▸ Your goal
Your result should be the lines holding the word "nodes", copied from the entries below.

▸ Items from a data source
★ ★ ★

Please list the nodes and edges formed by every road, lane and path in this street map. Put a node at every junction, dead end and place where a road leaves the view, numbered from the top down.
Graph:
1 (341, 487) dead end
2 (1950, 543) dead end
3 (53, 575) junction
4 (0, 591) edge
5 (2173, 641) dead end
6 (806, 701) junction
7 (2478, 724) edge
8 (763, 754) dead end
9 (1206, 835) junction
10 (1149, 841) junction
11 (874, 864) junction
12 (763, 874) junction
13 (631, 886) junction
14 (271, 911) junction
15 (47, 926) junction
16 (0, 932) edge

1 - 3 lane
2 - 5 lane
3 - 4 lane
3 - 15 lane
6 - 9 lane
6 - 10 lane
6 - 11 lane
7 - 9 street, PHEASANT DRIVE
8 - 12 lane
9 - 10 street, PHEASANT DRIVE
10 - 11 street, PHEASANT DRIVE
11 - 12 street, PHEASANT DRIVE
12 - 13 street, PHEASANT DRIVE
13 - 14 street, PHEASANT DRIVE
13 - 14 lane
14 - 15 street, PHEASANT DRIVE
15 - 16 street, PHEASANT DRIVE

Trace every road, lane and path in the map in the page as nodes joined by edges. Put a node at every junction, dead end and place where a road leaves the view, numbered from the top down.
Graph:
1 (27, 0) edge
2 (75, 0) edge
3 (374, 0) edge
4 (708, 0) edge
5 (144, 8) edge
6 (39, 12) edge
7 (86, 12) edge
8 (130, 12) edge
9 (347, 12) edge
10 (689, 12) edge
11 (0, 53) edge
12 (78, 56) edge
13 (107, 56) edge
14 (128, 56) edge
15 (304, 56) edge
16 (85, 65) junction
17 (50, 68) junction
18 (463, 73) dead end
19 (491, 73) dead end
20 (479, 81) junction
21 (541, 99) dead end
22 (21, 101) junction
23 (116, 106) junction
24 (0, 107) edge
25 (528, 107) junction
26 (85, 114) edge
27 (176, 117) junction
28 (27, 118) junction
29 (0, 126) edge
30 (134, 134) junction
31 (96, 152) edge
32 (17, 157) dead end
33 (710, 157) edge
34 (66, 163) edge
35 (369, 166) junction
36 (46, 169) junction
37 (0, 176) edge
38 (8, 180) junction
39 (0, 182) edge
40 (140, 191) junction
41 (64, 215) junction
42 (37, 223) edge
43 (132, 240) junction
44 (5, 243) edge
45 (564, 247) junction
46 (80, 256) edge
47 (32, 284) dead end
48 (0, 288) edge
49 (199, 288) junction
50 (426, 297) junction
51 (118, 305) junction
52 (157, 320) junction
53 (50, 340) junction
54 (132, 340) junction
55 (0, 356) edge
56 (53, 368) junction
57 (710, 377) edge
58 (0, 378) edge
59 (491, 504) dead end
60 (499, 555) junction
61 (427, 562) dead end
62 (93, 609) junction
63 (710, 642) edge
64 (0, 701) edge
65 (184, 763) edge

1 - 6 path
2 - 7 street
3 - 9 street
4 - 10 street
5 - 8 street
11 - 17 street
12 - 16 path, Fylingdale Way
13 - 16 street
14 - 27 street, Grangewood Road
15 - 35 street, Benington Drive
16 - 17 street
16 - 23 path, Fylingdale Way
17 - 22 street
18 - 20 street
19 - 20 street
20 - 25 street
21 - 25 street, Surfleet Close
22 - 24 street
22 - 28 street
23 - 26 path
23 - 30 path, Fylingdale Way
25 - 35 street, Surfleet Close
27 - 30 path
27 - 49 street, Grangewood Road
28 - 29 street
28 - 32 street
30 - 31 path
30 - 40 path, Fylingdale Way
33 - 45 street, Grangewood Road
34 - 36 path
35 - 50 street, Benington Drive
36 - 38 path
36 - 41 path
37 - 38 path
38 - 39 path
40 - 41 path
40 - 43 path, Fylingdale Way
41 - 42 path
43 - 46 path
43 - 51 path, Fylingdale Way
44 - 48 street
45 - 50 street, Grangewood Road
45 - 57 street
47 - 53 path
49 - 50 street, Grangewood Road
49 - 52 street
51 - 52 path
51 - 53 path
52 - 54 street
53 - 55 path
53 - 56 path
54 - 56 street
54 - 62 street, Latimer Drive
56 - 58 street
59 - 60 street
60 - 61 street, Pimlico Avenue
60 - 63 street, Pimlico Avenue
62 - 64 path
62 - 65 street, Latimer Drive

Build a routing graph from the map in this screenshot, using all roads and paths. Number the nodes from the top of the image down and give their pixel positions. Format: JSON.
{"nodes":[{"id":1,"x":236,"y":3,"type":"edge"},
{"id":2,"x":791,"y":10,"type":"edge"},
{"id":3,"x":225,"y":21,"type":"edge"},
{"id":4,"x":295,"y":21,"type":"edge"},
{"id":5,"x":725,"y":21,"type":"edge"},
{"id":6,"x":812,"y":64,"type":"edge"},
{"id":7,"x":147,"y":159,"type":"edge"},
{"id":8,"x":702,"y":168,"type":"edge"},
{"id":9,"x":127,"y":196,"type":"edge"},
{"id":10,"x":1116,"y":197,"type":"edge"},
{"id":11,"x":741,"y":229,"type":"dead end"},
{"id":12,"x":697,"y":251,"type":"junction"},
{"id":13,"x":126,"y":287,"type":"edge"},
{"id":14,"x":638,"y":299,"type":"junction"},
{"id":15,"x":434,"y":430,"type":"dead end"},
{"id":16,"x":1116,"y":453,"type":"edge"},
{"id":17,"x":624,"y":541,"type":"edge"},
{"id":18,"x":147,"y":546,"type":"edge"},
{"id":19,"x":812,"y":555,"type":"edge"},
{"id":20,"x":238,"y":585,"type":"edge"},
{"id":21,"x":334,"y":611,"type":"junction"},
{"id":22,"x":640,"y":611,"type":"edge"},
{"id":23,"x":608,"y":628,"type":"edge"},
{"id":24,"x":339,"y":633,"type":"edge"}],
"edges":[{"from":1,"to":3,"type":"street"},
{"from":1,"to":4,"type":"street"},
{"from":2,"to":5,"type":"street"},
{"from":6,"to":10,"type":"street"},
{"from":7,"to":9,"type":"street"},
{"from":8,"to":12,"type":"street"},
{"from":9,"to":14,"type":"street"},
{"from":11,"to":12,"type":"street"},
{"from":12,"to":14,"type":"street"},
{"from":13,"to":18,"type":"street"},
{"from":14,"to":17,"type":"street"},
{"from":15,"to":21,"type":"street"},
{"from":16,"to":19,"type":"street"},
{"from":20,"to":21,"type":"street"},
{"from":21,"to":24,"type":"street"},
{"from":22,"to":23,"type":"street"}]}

★ ★ ★

▸ Solution to this task
Please list the nodes and edges formed by every road, lane and path in this street map. Put a node at every junction, dead end and place where a road leaves the view, numbered from the top down.
Trace every road, lane and path in the map in the page as nodes joined by edges. Put a node at every junction, dead end and place where a road leaves the view, numbered from the top down.
Build a routing graph from the map in this screenshot, using all roads and paths. Number the nodes from the top of the image down and give their pixel positions. Format: JSON.
{"nodes":[{"id":1,"x":236,"y":3,"type":"edge"},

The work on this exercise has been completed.